** RECORDS SHOWN **
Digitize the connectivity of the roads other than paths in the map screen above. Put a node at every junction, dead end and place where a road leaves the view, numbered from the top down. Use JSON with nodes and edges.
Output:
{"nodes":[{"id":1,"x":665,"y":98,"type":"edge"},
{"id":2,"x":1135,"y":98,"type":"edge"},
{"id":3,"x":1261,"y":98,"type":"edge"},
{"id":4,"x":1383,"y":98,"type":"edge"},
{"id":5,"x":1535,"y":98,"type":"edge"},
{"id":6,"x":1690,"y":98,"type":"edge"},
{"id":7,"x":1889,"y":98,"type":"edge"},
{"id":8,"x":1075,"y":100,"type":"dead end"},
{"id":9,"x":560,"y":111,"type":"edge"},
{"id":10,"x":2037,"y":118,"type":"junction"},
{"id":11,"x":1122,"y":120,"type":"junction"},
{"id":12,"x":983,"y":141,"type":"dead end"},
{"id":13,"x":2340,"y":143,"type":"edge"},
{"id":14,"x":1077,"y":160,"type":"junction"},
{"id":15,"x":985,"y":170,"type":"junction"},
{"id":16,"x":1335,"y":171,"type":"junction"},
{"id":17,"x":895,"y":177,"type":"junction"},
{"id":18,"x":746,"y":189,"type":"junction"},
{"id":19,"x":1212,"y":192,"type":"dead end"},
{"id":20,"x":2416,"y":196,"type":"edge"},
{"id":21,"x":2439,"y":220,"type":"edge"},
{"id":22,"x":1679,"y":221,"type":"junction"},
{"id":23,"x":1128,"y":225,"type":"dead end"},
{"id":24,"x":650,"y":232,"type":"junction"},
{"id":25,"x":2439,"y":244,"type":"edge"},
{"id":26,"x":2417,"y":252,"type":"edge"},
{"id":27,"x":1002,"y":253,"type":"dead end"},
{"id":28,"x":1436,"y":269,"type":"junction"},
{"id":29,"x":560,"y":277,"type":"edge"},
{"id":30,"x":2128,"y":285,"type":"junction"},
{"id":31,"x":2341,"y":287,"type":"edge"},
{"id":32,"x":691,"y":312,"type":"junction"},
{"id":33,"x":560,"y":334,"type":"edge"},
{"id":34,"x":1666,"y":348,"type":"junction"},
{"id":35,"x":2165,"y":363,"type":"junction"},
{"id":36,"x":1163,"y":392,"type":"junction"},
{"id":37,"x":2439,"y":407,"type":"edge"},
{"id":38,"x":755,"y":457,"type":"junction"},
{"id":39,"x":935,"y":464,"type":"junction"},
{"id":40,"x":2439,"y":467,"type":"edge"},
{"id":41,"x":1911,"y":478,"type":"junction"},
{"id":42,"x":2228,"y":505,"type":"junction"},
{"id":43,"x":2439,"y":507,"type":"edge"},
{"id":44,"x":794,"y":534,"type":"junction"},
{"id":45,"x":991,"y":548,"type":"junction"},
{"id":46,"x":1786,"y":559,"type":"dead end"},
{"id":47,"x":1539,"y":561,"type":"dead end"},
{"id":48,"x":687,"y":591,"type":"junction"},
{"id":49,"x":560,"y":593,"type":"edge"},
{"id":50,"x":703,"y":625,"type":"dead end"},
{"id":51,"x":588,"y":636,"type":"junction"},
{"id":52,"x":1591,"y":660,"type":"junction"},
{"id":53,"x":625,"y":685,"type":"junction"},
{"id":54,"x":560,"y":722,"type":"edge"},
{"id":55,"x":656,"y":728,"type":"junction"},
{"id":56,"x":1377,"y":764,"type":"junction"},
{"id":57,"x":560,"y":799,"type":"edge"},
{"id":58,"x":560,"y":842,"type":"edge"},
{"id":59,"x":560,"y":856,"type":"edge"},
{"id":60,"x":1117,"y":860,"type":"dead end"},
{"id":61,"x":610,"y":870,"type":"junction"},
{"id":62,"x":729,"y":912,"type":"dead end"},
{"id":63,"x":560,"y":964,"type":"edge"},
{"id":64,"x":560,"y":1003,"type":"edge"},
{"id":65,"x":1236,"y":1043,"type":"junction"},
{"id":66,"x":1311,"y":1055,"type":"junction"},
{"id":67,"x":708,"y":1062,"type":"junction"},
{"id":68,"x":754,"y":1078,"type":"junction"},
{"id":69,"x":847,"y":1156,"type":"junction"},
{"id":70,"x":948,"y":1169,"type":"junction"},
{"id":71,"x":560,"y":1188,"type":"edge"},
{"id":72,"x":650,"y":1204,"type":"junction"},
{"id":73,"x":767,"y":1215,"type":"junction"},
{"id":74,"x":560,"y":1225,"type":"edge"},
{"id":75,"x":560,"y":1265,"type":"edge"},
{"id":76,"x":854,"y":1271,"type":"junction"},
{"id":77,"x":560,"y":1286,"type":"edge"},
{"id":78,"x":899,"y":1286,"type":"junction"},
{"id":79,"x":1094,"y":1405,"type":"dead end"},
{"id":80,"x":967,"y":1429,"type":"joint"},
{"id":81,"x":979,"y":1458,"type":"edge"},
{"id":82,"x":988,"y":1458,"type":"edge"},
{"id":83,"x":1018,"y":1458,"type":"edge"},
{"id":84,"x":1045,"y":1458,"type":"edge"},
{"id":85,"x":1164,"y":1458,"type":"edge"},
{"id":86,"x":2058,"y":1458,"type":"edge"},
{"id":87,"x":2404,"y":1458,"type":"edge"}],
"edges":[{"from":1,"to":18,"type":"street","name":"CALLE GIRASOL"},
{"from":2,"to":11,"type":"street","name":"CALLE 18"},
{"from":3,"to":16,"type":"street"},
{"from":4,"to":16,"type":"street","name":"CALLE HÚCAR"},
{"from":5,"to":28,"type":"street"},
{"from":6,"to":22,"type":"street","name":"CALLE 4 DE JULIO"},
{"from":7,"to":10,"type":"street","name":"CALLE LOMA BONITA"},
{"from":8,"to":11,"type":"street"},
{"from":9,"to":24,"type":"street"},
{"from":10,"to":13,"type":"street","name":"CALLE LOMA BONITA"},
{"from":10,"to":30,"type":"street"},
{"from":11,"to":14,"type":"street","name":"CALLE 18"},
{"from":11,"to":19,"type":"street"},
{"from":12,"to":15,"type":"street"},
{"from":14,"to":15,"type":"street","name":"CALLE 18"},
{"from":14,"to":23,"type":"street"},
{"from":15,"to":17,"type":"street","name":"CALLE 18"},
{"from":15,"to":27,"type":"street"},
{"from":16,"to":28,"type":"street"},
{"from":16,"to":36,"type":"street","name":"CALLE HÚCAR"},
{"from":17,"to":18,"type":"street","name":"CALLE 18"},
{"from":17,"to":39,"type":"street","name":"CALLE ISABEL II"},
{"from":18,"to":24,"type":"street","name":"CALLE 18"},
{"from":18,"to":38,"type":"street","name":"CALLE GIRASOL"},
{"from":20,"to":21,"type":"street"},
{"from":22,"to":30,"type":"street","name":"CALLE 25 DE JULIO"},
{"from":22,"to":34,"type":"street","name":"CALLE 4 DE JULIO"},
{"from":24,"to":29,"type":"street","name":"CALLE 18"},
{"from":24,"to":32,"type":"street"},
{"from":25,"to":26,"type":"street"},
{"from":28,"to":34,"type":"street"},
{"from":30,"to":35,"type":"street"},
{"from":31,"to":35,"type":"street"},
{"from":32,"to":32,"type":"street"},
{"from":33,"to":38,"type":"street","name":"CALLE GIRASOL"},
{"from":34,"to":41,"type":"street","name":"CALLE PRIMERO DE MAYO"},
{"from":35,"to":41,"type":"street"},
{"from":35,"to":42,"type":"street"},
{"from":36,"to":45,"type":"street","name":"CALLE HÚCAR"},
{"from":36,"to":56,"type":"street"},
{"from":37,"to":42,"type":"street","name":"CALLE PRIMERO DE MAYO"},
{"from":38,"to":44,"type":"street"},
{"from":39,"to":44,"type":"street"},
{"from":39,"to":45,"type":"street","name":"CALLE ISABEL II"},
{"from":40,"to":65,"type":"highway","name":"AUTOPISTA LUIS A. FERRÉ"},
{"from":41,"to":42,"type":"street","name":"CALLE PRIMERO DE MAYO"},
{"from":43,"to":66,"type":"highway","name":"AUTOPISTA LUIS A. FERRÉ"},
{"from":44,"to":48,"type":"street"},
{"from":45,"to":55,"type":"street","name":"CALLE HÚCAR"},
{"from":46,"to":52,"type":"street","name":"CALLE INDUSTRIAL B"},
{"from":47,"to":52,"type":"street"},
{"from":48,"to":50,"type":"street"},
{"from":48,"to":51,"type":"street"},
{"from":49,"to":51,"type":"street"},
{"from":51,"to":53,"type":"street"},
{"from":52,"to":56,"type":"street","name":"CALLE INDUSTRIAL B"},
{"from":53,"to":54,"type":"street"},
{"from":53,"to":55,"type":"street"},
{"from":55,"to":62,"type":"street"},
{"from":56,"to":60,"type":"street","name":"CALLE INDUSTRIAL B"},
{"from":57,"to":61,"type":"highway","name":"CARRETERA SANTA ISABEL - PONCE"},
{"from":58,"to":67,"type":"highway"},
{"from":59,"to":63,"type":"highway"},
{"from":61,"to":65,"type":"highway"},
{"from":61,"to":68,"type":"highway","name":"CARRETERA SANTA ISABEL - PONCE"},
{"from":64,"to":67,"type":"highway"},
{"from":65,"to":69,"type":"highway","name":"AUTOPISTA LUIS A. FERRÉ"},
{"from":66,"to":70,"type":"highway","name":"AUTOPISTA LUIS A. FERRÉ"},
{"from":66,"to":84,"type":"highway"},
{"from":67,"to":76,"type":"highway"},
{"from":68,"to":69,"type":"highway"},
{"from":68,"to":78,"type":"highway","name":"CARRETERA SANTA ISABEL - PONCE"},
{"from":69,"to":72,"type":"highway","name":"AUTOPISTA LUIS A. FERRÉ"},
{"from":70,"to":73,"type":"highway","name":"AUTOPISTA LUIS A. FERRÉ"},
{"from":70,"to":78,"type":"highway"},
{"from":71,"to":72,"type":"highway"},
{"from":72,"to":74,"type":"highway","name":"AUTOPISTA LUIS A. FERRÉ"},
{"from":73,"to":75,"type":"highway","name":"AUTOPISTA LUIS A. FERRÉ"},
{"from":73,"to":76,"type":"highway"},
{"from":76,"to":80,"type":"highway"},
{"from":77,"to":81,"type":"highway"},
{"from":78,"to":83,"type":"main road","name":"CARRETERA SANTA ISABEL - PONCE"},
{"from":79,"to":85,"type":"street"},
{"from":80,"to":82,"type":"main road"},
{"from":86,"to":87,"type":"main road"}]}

** TASK OBJECTIVE **
Within the listing above, count each line that holds the word "ISABEL"; the answer is that number alone.

** EXERCISE ANSWER **
6